◆ Provided records ◆
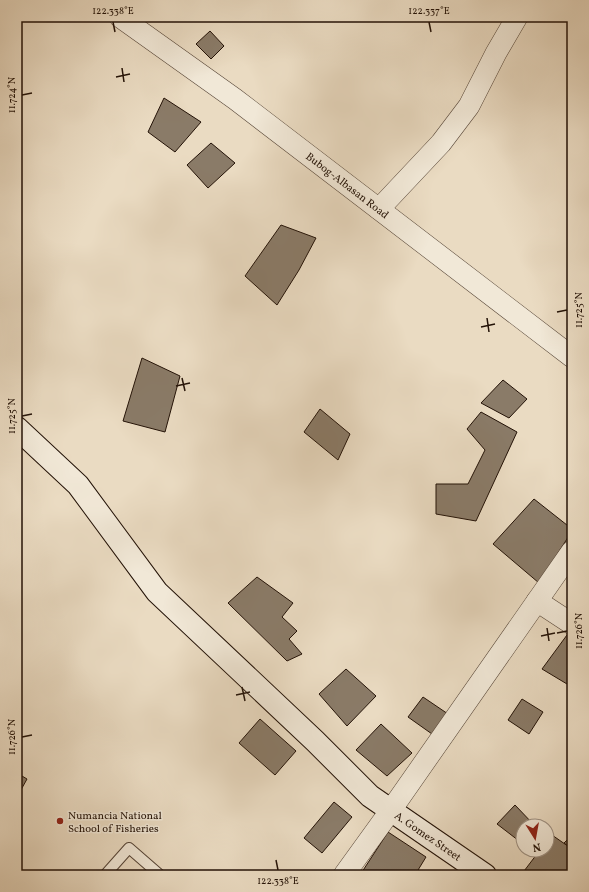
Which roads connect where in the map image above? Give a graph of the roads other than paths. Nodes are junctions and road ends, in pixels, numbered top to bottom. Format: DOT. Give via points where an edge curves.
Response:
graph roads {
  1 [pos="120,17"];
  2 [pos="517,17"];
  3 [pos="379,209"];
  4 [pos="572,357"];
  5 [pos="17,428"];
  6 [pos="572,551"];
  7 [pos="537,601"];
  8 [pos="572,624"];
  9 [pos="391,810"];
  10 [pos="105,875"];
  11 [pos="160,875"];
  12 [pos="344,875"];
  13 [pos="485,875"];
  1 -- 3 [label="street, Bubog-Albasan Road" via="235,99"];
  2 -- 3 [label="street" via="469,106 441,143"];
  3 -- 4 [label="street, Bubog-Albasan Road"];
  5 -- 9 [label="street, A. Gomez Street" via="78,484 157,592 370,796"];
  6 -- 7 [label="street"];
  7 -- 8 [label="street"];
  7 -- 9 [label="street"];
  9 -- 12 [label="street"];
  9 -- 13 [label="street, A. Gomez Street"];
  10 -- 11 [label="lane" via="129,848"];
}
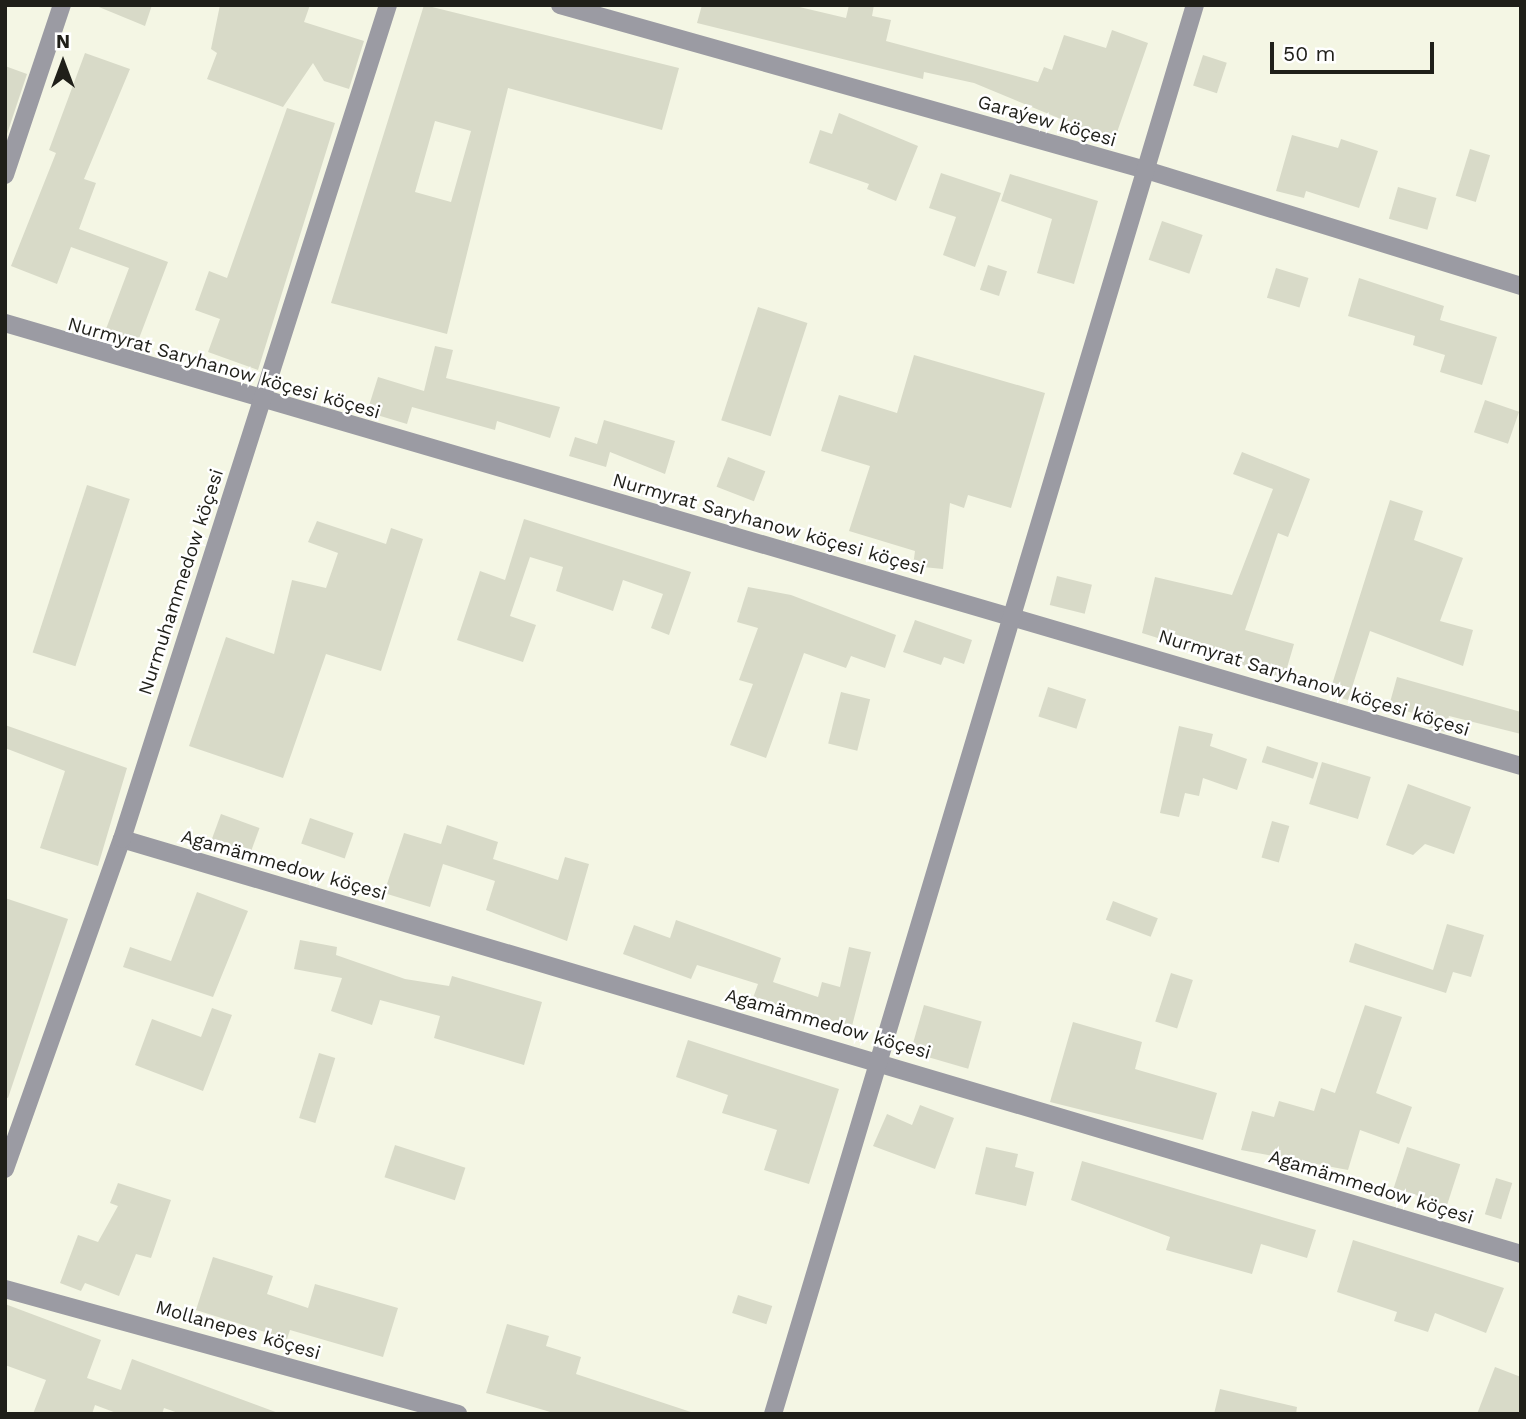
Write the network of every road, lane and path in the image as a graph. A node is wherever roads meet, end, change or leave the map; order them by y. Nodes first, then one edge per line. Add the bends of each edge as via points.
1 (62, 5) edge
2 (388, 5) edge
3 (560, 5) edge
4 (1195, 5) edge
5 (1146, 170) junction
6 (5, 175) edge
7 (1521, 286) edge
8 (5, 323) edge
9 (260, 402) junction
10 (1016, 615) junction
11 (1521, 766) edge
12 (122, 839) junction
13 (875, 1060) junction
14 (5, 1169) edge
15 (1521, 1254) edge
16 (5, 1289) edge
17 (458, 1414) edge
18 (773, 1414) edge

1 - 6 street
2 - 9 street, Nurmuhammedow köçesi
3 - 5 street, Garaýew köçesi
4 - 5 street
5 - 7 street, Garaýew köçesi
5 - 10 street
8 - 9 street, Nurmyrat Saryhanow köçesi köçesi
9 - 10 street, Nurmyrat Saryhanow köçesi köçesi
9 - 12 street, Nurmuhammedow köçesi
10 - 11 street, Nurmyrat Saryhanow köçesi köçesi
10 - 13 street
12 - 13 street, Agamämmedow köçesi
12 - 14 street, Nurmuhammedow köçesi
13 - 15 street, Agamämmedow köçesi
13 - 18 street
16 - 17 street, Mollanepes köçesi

...

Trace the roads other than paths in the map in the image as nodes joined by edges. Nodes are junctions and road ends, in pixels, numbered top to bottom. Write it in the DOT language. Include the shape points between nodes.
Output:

◆ Work task ◆
Work through the data above and give the number of lines in which "paths" appears; add nothing else.

◆ Reply to the task ◆
2